Materials and Methods

Participants and Data Acquisition

Seventy-three full term neonates were identified as a sample of convenience for a retrospective case-control study following an IRB-approved protocol, between January 2008 and July 2018. A waiver of consent/parental permission, assent and HIPAA authorization has been approved by our IRB. All neonates had T1WI, T2WI, DWI images and PASL of the brain. For clarity, T1WI, T2WI, and DWI sequences will be referred as conventional MRI.

The neonates were divided into three groups: control, HIE/MRI⊖, HIE/MRI⊕. The patients in HIE/MRI⊖ group were with clinical HIE and normal conventional MRI, while the patients from HIE/MRI⊕ group were with clinical HIE and abnormal conventional MRI. There was a fourth additional group combining all HIE patients from the HIE/MRI⊖ and HIE/MRI⊕ groups, called HIE/MRI± group.

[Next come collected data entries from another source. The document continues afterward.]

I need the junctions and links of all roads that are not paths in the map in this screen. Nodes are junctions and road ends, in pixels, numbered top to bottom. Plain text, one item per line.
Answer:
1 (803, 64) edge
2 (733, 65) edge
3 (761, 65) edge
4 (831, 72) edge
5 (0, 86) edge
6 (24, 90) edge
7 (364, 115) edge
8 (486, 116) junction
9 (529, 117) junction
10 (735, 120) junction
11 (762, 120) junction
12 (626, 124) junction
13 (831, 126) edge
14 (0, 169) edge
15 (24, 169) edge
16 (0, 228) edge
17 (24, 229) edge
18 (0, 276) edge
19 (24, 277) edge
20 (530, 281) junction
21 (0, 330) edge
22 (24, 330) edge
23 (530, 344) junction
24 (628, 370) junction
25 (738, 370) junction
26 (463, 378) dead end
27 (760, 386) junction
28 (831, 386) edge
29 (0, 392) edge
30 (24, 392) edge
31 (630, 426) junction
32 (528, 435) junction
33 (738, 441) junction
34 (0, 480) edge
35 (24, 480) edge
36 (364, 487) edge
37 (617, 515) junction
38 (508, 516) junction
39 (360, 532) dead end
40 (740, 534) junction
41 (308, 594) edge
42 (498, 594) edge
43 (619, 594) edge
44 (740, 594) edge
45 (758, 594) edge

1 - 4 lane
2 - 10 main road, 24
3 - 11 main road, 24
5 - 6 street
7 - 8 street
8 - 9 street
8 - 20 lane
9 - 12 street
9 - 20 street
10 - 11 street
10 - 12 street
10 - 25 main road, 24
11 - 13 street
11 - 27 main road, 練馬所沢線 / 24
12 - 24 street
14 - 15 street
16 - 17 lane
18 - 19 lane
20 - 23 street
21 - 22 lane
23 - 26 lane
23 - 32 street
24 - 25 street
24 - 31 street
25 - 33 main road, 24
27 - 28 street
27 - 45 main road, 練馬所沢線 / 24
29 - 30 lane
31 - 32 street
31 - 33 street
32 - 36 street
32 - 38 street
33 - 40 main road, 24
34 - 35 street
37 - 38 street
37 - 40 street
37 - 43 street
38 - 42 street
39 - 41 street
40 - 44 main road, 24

The PASL images were acquired with perfusion model of PICORE Q2T from a Siemens 3T scanner using the following parameters: bolus time Tl1 = 700 ms, inversion time T1 = 1,800 ms, TR/TE = 2,600/14 ms, 14 slices, FOV = 200 × 200 mm, 64 × 64 matrix, voxel size=2.8 × 2.8 × 6.0 mm3, flip angle = 900, 45 label/control image pairs. The reason for not using pseudo continuous arterial spin label (PCASL) is that only PASL is clinically available in our retrospective study.

Control Group Selection

Due to the challenge of finding completely healthy subjects in the context of the inpatient setting and subjects with a clinical indication for neuroimaging, the control cases were selected on the basis of not having any neurological alterations in the recorded neurological examinations (e.g., normal neurological exams, no seizures) during the length of their hospital stay, as well as a conventional brain MRI without neurological abnormalities, and no record of cardiopulmonary arrest, acidemia, or episodes of desaturation requiring intervention with invasive respiratory support. The non-neurological clinical indication for brain MRI was recorded (see Results for all indications).

HIE Cases Selection

HIE cases were preliminarily identified by clinical indication for brain MRI, including suspected or diagnosed HIE as well as indications potentially associated (e.g., meconium aspiration, cardiopulmonary arrest). Next, all cases were retrospectively reviewed, and only cases categorized as HIE as per the modified Sarnat criteria by the treating physicians were included. At our institution, neonatologists use a modified Sarnat stages scale including: level of consciousness (from stupor/coma to hyperalert/irritable), spontaneous activity, posture, tone, abnormalities of the primitive reflexes (e.g., weak suck or incomplete moro), and autonomic system alterations (e.g., deviated non-reactive pupils, variable heart rate).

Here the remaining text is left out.